The last year featured unprecedented political upheaval, with Brexit in the U.K. and Donald Trump’s election in the U.S. threatening to shake up regulatory structures built over the years. What will the U.K.’s impending exit from the European Union mean for regulations such as BASEL III? There are likewise any number of opinions about the impact of Brexit on MiFID II – the only thing that’s certain is that we’re in for a period of uncertainty on the matter. Stateside, Donald Trump has promised to eliminate two regulations for every single new one instituted. Dodd-Frank may be on the chopping block, which would have a big impact on the fixed-income markets. The question is whether any of the dismantling will actually take place, and what impact the overall state of flux will have on global trading volumes. Will regulators strike the balance of more breathing room without compromising protections? Time will tell.
Cybersecurity was certainly a big topic in 2016, with a number of significant breaches everywhere from Yahoo accounts to SWIFT to the Democratic National Committee.
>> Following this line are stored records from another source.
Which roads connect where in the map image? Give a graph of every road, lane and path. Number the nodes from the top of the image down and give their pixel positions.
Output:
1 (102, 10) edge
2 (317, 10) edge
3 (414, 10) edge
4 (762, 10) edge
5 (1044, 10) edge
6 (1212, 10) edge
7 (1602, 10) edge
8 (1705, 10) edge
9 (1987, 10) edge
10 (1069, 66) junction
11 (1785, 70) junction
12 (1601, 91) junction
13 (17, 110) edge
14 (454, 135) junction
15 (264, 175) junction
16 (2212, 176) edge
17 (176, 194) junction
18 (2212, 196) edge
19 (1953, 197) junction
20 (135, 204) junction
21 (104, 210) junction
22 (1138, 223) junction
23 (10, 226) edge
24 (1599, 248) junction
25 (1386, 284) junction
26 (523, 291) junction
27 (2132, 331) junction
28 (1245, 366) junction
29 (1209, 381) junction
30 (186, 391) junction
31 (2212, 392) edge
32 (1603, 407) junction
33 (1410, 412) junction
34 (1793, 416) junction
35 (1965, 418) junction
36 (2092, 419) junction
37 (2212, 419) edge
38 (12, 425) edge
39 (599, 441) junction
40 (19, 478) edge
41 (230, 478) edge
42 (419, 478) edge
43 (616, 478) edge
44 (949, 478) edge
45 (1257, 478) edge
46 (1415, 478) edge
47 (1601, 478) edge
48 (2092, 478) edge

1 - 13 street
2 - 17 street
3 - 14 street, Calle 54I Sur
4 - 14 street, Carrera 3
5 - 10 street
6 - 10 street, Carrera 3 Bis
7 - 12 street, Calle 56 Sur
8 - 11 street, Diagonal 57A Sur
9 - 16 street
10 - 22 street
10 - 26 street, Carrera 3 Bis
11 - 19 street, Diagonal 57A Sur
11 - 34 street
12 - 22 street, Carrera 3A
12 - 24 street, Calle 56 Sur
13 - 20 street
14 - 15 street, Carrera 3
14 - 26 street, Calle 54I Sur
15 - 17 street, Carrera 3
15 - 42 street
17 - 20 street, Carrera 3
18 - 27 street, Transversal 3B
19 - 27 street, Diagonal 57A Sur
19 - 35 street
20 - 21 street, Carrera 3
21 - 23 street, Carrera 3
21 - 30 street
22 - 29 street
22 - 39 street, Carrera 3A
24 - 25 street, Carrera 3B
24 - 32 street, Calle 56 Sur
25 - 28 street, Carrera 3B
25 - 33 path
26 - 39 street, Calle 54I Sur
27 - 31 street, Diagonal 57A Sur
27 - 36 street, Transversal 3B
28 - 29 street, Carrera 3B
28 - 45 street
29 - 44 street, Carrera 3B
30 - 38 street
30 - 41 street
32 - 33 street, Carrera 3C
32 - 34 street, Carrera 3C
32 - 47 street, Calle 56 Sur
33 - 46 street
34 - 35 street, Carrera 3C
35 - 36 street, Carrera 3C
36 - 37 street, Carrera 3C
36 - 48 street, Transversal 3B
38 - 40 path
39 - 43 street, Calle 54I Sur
As Congress grapples with the possibility of an election hack and what to do about it, investment management companies are gearing up for their own battle. Compliance with General Data Protection Regulation, as well as more predicted data breaches, are likely to strain firms’ cybersecurity capacity over the next year. Among other things, we’re watching the impact on how firms use the cloud to handle their data, and what technology enhancements are made in light of the greater concern about cybersecurity. One thing’s certain: investment managers are investing in trade surveillance technology, and that’s a good thing.
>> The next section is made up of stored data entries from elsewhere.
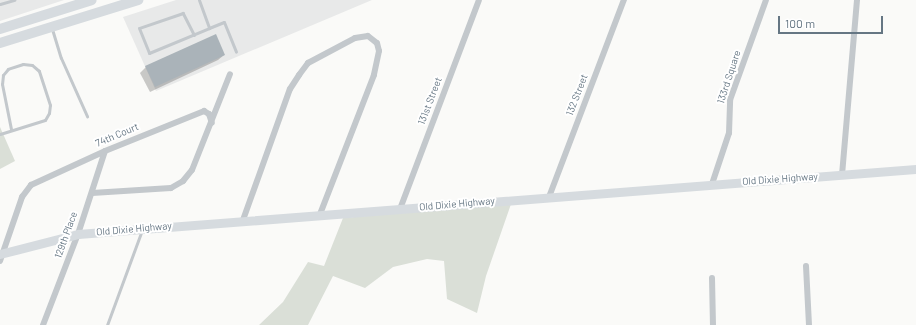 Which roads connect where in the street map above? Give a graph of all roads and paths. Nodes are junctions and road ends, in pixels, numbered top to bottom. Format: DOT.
graph roads {
  1 [pos="14,0"];
  2 [pos="92,0"];
  3 [pos="138,0"];
  4 [pos="199,0"];
  5 [pos="479,0"];
  6 [pos="624,0"];
  7 [pos="766,0"];
  8 [pos="857,0"];
  9 [pos="0,4"];
  10 [pos="61,10"];
  11 [pos="51,27"];
  12 [pos="208,28"];
  13 [pos="0,29"];
  14 [pos="194,35"];
  15 [pos="0,43"];
  16 [pos="236,52"];
  17 [pos="230,74"];
  18 [pos="87,116"];
  19 [pos="212,123"];
  20 [pos="11,129"];
  21 [pos="0,134"];
  22 [pos="105,150"];
  23 [pos="916,170"];
  24 [pos="842,175"];
  25 [pos="712,184"];
  26 [pos="92,193"];
  27 [pos="549,197"];
  28 [pos="400,209"];
  29 [pos="320,214"];
  30 [pos="243,220"];
  31 [pos="142,229"];
  32 [pos="78,234"];
  33 [pos="1,256"];
  34 [pos="806,266"];
  35 [pos="712,278"];
  36 [pos="43,325"];
  37 [pos="107,325"];
  38 [pos="713,325"];
  39 [pos="809,325"];
  1 -- 9 [label="lane"];
  2 -- 10 [label="main road"];
  3 -- 11 [label="main road"];
  4 -- 12 [label="lane"];
  5 -- 28 [label="street, 131st Street"];
  6 -- 27 [label="street, 132 Street"];
  7 -- 25 [label="street, 133rd Square"];
  8 -- 24 [label="street"];
  10 -- 11 [label="main road"];
  10 -- 13 [label="main road"];
  11 -- 15 [label="main road"];
  11 -- 18 [label="lane"];
  12 -- 14 [label="lane"];
  12 -- 16 [label="lane"];
  14 -- 14 [label="lane"];
  17 -- 19 [label="street"];
  19 -- 22 [label="street, 74th Court"];
  19 -- 26 [label="street"];
  20 -- 20 [label="lane"];
  20 -- 21 [label="lane"];
  22 -- 26 [label="street, 129th Place"];
  22 -- 33 [label="street, 74th Court"];
  23 -- 24 [label="street, Old Dixie Highway"];
  24 -- 25 [label="street, Old Dixie Highway"];
  25 -- 27 [label="street, Old Dixie Highway"];
  26 -- 32 [label="street, 129th Place"];
  27 -- 28 [label="street, Old Dixie Highway"];
  28 -- 29 [label="street, Old Dixie Highway"];
  29 -- 30 [label="street, Old Dixie Highway"];
  29 -- 30 [label="street"];
  30 -- 31 [label="street, Old Dixie Highway"];
  31 -- 32 [label="street, Old Dixie Highway"];
  31 -- 37 [label="lane"];
  32 -- 33 [label="street, Old Dixie Highway"];
  32 -- 36 [label="street, 129th Place"];
  34 -- 39 [label="street"];
  35 -- 38 [label="street"];
}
We live in interesting times. Some say investment management is entering an era of unprecedented change, with multiple regulatory, market and competitive forces forcing investment managers to rethink their operating models to survive and thrive. Operational efficiency is one way to make a difference to the bottom line, and investment managers are likely to continue to outsource its optimization. A recent survey of the asset management industry found that more than half of respondents plan to replace outdated or legacy technology in 2017; outsourcing technology operations was cited as a priority by nearly a third.
These are just some of the trends we’re closely watching as we strategize for the year ahead. No doubt there’ll be others that materially change the landscape of the asset management business in 2017.